[PROBLEM DESCRIPTION]
Check every line of the data below for the string "from", and copy the ones that hold it.

[Dataset excerpts]

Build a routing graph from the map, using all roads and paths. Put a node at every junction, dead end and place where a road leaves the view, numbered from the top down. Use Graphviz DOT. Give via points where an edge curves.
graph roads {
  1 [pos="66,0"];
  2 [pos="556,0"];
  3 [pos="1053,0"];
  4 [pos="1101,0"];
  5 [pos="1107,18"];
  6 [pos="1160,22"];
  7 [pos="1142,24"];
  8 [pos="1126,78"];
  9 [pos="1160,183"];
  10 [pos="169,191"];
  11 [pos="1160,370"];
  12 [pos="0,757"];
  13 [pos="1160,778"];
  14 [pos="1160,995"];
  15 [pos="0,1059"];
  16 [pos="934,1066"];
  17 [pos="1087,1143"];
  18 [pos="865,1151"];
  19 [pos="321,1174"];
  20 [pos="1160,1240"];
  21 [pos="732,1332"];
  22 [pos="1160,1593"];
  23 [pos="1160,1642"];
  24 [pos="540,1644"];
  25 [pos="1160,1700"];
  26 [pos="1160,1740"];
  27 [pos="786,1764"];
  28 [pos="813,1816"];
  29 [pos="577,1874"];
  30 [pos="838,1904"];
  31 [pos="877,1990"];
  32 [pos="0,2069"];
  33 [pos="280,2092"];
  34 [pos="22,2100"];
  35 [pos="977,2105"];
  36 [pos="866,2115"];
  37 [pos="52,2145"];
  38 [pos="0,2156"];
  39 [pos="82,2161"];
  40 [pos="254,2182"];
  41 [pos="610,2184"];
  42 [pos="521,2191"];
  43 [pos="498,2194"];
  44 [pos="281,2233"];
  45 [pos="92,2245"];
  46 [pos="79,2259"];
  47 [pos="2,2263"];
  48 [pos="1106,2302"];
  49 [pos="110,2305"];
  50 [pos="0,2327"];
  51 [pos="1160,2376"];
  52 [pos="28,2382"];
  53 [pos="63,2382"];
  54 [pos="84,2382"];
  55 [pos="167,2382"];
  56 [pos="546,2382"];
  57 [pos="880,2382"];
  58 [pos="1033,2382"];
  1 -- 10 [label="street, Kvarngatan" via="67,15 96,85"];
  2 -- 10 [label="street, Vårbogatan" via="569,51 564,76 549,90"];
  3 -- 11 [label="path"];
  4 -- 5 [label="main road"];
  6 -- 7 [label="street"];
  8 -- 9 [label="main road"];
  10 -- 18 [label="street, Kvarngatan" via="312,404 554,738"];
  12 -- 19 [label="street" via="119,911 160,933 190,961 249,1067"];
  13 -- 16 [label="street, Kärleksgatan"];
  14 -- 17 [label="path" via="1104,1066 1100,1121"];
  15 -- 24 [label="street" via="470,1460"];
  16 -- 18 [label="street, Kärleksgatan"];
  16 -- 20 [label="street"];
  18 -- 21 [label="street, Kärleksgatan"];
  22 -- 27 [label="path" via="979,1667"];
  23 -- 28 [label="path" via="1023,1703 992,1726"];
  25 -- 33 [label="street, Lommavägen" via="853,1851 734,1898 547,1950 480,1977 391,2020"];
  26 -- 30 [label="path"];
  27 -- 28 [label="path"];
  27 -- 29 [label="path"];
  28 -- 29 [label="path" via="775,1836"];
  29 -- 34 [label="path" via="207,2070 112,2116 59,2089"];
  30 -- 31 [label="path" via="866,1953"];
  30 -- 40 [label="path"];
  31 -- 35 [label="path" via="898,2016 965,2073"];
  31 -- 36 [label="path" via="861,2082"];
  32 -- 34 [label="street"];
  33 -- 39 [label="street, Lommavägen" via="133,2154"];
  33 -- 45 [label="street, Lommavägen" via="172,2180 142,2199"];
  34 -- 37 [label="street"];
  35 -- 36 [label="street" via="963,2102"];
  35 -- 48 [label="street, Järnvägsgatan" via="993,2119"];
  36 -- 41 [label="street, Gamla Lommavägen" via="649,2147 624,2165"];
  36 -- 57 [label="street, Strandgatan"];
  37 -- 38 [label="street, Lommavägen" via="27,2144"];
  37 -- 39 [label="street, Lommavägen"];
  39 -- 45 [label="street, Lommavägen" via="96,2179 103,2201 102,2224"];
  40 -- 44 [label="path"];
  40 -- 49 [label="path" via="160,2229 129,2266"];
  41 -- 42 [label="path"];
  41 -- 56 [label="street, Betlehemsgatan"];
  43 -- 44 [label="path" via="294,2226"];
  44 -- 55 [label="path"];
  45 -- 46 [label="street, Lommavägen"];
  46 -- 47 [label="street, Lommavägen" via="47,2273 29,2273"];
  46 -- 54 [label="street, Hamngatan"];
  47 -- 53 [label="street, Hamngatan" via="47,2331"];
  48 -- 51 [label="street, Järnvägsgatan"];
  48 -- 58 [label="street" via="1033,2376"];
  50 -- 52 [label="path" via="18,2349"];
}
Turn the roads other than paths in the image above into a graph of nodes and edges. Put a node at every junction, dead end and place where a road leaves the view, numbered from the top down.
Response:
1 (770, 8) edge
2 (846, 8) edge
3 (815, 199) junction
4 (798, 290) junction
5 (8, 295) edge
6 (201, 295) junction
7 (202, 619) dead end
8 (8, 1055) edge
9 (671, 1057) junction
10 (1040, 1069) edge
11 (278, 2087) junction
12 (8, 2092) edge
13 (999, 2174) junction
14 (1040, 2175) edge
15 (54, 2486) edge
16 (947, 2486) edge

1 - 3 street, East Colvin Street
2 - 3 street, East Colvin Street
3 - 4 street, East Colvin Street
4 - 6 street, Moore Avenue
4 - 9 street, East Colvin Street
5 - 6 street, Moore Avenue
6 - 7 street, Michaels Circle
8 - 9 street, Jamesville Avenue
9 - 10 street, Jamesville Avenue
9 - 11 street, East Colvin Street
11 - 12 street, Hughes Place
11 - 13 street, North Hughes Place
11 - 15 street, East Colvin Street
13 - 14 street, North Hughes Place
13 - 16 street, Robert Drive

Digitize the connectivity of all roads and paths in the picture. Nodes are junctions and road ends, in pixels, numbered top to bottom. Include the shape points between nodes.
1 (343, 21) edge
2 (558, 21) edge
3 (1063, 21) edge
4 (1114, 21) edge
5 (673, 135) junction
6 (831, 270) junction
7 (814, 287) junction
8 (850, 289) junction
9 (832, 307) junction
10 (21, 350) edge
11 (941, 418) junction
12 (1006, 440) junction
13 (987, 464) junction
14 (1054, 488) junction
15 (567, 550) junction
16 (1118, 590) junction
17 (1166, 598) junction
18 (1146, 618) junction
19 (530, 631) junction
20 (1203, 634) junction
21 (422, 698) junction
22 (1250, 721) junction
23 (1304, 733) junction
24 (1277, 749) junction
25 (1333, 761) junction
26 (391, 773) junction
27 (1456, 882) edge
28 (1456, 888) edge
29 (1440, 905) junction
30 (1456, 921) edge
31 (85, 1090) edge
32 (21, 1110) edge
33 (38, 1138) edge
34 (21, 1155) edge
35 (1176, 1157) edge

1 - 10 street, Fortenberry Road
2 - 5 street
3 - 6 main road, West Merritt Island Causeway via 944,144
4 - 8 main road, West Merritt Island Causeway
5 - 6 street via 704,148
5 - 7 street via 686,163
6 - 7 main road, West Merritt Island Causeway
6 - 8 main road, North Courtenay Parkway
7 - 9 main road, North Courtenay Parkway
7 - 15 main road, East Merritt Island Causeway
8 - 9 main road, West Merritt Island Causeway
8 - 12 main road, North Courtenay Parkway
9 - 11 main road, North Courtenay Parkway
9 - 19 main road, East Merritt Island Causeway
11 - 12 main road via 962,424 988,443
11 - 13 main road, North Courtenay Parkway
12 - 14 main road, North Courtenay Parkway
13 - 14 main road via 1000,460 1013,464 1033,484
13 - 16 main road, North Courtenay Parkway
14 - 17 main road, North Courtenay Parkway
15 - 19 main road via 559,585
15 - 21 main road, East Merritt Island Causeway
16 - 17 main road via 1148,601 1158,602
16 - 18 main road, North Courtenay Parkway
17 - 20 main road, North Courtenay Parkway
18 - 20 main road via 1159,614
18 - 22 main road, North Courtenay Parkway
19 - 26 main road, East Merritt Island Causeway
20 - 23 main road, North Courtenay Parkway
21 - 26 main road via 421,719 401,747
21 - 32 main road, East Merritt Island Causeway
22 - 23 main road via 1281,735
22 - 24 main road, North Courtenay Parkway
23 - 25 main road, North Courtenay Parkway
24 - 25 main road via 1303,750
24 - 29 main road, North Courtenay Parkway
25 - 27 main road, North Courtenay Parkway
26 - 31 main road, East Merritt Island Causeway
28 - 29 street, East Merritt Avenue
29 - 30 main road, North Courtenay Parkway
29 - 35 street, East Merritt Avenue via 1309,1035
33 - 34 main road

[REPLY TO THE EXERCISE]
Build a routing graph from the map, using all roads and paths. Put a node at every junction, dead end and place where a road leaves the view, numbered from the top down. Use Graphviz DOT. Give via points where an edge curves.
Turn the roads other than paths in the image above into a graph of nodes and edges. Put a node at every junction, dead end and place where a road leaves the view, numbered from the top down.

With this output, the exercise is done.